How to complete this task:
Below are some records; copy each line in them that contains "Close".

Data for review:
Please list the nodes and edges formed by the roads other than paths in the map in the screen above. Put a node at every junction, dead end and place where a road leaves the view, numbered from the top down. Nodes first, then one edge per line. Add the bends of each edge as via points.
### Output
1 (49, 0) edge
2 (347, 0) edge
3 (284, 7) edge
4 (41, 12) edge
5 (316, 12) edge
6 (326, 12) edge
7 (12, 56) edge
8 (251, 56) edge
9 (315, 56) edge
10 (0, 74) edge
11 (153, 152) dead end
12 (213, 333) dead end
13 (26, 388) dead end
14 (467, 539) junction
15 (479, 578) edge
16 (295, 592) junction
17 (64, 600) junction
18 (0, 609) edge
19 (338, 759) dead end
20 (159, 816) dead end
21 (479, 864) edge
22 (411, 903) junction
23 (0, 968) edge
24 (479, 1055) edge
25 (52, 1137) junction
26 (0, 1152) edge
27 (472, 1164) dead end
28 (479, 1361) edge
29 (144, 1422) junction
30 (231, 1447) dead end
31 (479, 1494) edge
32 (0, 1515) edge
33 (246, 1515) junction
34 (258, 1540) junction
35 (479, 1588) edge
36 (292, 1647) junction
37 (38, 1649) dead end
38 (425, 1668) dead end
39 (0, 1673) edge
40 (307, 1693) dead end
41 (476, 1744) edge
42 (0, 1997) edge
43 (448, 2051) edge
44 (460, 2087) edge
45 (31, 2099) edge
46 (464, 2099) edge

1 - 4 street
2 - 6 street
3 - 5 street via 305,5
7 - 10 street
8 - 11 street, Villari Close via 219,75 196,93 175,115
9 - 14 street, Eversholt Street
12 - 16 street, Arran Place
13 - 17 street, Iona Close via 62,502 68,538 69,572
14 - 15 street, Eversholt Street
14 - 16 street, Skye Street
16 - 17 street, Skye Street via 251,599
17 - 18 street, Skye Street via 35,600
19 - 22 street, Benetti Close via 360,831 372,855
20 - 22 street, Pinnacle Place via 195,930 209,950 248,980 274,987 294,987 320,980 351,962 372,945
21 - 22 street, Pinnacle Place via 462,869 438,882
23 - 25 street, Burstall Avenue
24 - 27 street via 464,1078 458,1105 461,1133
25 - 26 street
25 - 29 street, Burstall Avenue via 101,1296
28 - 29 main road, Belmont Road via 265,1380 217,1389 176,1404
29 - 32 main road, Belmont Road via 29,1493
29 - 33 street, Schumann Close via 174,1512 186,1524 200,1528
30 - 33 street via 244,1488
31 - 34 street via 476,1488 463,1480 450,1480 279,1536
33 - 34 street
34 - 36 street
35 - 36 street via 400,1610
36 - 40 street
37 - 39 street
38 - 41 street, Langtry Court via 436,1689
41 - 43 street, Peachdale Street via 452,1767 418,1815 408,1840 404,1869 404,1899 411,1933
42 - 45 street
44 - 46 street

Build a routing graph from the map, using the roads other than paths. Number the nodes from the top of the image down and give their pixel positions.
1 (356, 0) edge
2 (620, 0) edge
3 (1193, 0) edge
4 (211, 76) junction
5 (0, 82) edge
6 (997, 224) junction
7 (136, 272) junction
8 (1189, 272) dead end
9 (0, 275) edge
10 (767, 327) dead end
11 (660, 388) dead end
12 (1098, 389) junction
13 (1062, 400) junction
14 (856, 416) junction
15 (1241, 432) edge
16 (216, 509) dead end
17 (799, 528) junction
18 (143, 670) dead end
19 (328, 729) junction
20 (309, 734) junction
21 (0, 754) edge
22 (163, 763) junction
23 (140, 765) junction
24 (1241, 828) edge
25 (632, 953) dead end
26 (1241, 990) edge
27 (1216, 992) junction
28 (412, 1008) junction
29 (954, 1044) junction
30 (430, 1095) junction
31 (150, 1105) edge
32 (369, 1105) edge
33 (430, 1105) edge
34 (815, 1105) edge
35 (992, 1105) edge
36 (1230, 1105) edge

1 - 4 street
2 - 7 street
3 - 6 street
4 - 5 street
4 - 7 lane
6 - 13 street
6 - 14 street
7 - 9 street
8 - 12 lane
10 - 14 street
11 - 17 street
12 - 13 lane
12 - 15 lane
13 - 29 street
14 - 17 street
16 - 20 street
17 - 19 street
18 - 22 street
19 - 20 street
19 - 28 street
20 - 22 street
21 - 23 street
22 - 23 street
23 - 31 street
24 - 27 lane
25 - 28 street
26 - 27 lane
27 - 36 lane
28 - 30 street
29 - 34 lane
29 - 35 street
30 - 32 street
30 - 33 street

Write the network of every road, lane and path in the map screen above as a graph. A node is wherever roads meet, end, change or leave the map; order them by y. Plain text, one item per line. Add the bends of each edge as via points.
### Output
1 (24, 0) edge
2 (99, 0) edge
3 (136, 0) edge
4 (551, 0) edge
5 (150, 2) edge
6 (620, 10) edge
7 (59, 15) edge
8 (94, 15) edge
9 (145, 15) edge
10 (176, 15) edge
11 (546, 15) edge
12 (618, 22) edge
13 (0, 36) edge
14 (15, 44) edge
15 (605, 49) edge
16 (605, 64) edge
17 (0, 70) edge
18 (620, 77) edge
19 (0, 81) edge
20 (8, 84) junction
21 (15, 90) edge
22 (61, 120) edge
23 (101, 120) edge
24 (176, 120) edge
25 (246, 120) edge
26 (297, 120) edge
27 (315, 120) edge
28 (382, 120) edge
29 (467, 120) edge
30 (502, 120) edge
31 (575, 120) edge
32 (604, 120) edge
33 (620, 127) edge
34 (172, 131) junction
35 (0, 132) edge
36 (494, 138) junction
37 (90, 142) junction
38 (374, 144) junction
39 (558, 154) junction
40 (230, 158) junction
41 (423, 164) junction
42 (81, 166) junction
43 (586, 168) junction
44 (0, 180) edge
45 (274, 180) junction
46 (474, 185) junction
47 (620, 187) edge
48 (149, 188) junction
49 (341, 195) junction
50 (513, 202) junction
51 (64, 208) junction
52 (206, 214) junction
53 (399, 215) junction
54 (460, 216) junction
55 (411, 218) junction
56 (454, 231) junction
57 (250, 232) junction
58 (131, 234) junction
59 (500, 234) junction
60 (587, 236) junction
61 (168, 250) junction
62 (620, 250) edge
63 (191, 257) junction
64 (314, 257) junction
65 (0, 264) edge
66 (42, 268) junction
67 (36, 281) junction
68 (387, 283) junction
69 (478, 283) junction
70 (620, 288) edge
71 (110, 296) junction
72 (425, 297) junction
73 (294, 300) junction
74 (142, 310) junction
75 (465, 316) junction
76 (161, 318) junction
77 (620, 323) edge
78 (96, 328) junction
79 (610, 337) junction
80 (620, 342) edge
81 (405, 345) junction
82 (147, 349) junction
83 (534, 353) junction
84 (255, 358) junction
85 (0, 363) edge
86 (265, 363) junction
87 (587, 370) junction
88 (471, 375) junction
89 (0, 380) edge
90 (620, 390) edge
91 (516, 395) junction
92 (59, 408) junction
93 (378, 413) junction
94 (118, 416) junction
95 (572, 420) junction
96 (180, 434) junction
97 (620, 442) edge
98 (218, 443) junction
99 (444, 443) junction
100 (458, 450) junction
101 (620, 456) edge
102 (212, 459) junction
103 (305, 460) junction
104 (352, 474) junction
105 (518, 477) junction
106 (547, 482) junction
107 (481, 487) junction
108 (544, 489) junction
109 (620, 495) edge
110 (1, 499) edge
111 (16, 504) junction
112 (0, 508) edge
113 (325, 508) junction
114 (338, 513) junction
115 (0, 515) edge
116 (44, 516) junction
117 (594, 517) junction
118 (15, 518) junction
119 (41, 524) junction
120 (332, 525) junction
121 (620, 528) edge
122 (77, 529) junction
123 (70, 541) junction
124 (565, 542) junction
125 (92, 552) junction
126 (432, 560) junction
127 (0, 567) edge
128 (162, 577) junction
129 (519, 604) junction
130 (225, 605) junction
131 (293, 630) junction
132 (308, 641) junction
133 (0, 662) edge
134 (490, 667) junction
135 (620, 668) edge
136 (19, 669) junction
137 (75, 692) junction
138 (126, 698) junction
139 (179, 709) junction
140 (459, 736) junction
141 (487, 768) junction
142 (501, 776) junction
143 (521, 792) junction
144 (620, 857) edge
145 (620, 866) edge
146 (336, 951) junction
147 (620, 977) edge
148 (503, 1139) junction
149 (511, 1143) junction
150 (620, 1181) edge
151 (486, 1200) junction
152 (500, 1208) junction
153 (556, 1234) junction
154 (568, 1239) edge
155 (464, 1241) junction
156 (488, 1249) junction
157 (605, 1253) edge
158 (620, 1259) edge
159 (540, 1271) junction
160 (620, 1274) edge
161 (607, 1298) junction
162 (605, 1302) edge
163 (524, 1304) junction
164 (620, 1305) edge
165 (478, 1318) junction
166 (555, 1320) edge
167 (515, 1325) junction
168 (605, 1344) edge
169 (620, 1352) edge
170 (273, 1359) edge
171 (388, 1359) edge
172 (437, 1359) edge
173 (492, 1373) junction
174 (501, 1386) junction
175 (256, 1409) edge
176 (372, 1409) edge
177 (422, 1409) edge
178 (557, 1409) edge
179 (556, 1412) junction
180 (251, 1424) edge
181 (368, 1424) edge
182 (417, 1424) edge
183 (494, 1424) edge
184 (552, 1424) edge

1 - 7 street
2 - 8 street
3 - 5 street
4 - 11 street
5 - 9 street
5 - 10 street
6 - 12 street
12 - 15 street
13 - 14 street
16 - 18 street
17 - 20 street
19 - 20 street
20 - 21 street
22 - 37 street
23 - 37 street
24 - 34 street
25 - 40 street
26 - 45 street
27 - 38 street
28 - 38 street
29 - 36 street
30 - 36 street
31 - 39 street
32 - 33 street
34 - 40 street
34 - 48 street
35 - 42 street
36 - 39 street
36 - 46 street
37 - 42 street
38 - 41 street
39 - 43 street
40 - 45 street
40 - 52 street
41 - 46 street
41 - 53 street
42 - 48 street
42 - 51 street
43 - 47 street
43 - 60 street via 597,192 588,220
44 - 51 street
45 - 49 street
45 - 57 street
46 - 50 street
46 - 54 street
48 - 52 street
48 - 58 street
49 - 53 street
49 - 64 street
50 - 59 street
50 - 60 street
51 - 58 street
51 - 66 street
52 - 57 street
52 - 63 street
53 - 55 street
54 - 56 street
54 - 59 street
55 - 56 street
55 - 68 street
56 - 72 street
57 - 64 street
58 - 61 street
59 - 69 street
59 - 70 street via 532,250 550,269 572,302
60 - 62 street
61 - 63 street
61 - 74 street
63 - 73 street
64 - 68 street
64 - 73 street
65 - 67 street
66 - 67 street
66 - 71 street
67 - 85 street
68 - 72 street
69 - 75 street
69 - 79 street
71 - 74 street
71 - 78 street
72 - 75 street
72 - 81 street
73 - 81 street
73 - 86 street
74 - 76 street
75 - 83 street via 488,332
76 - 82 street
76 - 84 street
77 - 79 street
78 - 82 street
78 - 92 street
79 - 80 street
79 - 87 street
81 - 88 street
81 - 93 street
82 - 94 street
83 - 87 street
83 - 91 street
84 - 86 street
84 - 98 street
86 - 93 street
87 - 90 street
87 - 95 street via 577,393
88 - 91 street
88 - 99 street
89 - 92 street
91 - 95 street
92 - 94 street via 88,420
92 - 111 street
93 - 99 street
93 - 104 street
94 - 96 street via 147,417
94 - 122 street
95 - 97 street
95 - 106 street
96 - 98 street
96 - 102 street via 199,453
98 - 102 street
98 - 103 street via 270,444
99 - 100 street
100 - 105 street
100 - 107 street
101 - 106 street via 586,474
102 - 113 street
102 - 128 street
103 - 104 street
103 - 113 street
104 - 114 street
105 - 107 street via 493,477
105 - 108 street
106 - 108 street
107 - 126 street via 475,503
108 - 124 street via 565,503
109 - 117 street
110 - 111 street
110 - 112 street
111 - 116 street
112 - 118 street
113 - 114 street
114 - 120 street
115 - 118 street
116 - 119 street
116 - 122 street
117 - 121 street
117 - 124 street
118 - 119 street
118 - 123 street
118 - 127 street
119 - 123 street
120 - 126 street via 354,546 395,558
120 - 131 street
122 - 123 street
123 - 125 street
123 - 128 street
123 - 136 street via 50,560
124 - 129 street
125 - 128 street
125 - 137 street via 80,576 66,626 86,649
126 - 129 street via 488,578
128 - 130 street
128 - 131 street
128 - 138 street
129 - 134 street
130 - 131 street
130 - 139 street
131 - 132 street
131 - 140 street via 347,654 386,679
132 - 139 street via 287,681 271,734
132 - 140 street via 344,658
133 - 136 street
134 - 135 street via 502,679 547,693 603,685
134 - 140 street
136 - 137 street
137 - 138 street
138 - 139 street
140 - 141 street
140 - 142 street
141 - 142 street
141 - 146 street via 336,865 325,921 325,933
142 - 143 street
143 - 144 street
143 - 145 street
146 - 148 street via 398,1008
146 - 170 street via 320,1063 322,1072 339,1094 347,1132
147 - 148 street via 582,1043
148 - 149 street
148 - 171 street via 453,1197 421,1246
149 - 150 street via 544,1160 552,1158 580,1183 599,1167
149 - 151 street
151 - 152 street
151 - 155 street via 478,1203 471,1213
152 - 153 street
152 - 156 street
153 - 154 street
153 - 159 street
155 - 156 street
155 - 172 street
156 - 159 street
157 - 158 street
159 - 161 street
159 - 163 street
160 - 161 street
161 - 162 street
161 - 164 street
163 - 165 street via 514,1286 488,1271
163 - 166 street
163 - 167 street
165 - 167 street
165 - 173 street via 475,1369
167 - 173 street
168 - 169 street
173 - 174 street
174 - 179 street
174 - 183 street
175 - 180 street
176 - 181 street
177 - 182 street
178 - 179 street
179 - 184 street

Output below:
8 - 11 street, Villari Close via 219,75 196,93 175,115
13 - 17 street, Iona Close via 62,502 68,538 69,572
19 - 22 street, Benetti Close via 360,831 372,855
29 - 33 street, Schumann Close via 174,1512 186,1524 200,1528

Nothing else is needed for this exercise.